Abstract

Radiative shocks, behind which gas cools faster than the dynamical time, play a key role in many astrophysical transients, including classical novae and young supernovae interacting with circumstellar material. The dense layer behind high Mach number $\mathcal{M} \gg 1$ radiative shocks is susceptible to thin-shell instabilities, creating a "corrugated" shock interface. We present two and three-dimensional hydrodynamical simulations of optically-thin radiative shocks to study their thermal radiation and acceleration of non-thermal relativistic ions.
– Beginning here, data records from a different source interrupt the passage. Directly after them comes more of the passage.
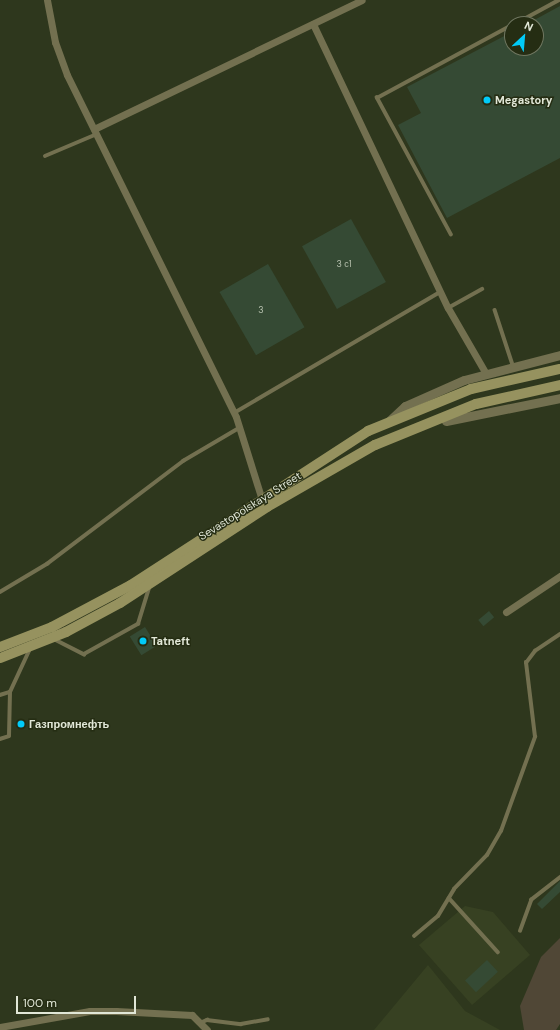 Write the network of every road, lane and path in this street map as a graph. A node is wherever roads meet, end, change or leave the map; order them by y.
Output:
1 (46, 0) edge
2 (362, 0) edge
3 (559, 0) edge
4 (530, 16) edge
5 (313, 24) junction
6 (504, 30) edge
7 (96, 132) junction
8 (45, 156) dead end
9 (452, 235) dead end
10 (482, 289) dead end
11 (440, 292) junction
12 (448, 308) junction
13 (495, 310) dead end
14 (560, 355) edge
15 (513, 365) junction
16 (560, 369) edge
17 (485, 372) junction
18 (560, 385) edge
19 (560, 398) edge
20 (234, 413) junction
21 (389, 422) junction
22 (240, 428) junction
23 (397, 434) junction
24 (262, 500) junction
25 (559, 578) edge
26 (151, 583) junction
27 (0, 592) edge
28 (506, 612) dead end
29 (560, 634) edge
30 (51, 638) junction
31 (31, 646) junction
32 (0, 647) edge
33 (0, 658) edge
34 (10, 692) junction
35 (0, 695) edge
36 (0, 739) edge
37 (560, 877) edge
38 (449, 898) junction
39 (520, 931) dead end
40 (414, 936) dead end
41 (498, 952) dead end
42 (268, 1019) dead end
43 (200, 1023) junction
44 (0, 1027) edge
45 (207, 1030) edge

1 - 7 street
2 - 5 street
3 - 4 lane
5 - 7 street
5 - 11 street
6 - 9 lane
7 - 8 lane
7 - 20 street
10 - 12 lane
11 - 12 street
11 - 20 lane
12 - 17 street
13 - 15 lane
14 - 15 street
15 - 17 street
16 - 21 main road, Sevastopolskaya Street
17 - 21 street
18 - 23 main road, Sevastopolskaya Street
19 - 23 street
20 - 22 street
21 - 24 main road, Sevastopolskaya Street
22 - 24 street
22 - 27 lane
23 - 26 main road, Sevastopolskaya Street
24 - 32 main road, Sevastopolskaya Street
25 - 28 street
26 - 30 main road, Sevastopolskaya Street
26 - 30 lane
29 - 38 lane
30 - 31 main road, Sevastopolskaya Street
31 - 33 main road, Sevastopolskaya Street
31 - 34 lane
34 - 35 lane
34 - 36 lane
37 - 39 lane
38 - 40 lane
38 - 41 lane
42 - 43 lane
43 - 44 street
43 - 45 street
We employ a moving-mesh code and a specialized numerical technique to eliminate artificial heat conduction across grid cells. The fraction of the shock's luminosity $L_{\rm tot}$ radiated at X-ray temperatures $kT_{\rm sh} \approx (3/16)\mu m_p v_{\rm sh}^{2}$ expected from a one-dimensional analysis is suppressed by a factor $L(>T_{\rm sh}/3)/L_{\rm tot} \approx 4.5/\mathcal{M}^{4/3}$ for $\mathcal{M} \approx 4-36$. This suppression results in part from weak shocks driven into under-pressured cold filaments by hot shocked gas, which sap thermal energy from the latter faster than it is radiated. Combining particle-in-cell simulation results for diffusive shock acceleration with the inclination angle distribution across the shock (relative to an upstream magnetic field in the shock plane$-$the expected geometry for transient outflows), we predict the efficiency and energy spectrum of ion acceleration. Though negligible acceleration is predicted for adiabatic shocks, the corrugated shock front enables local regions to satisfy the quasi-parallel magnetic field geometry required for efficient acceleration, resulting in an average acceleration efficiency of $\epsilon_{\rm nth} \sim 0.005-0.02$ for $\mathcal{M} \approx 12-36$, in agreement with modeling of the gamma-ray nova ASASSN-16ma.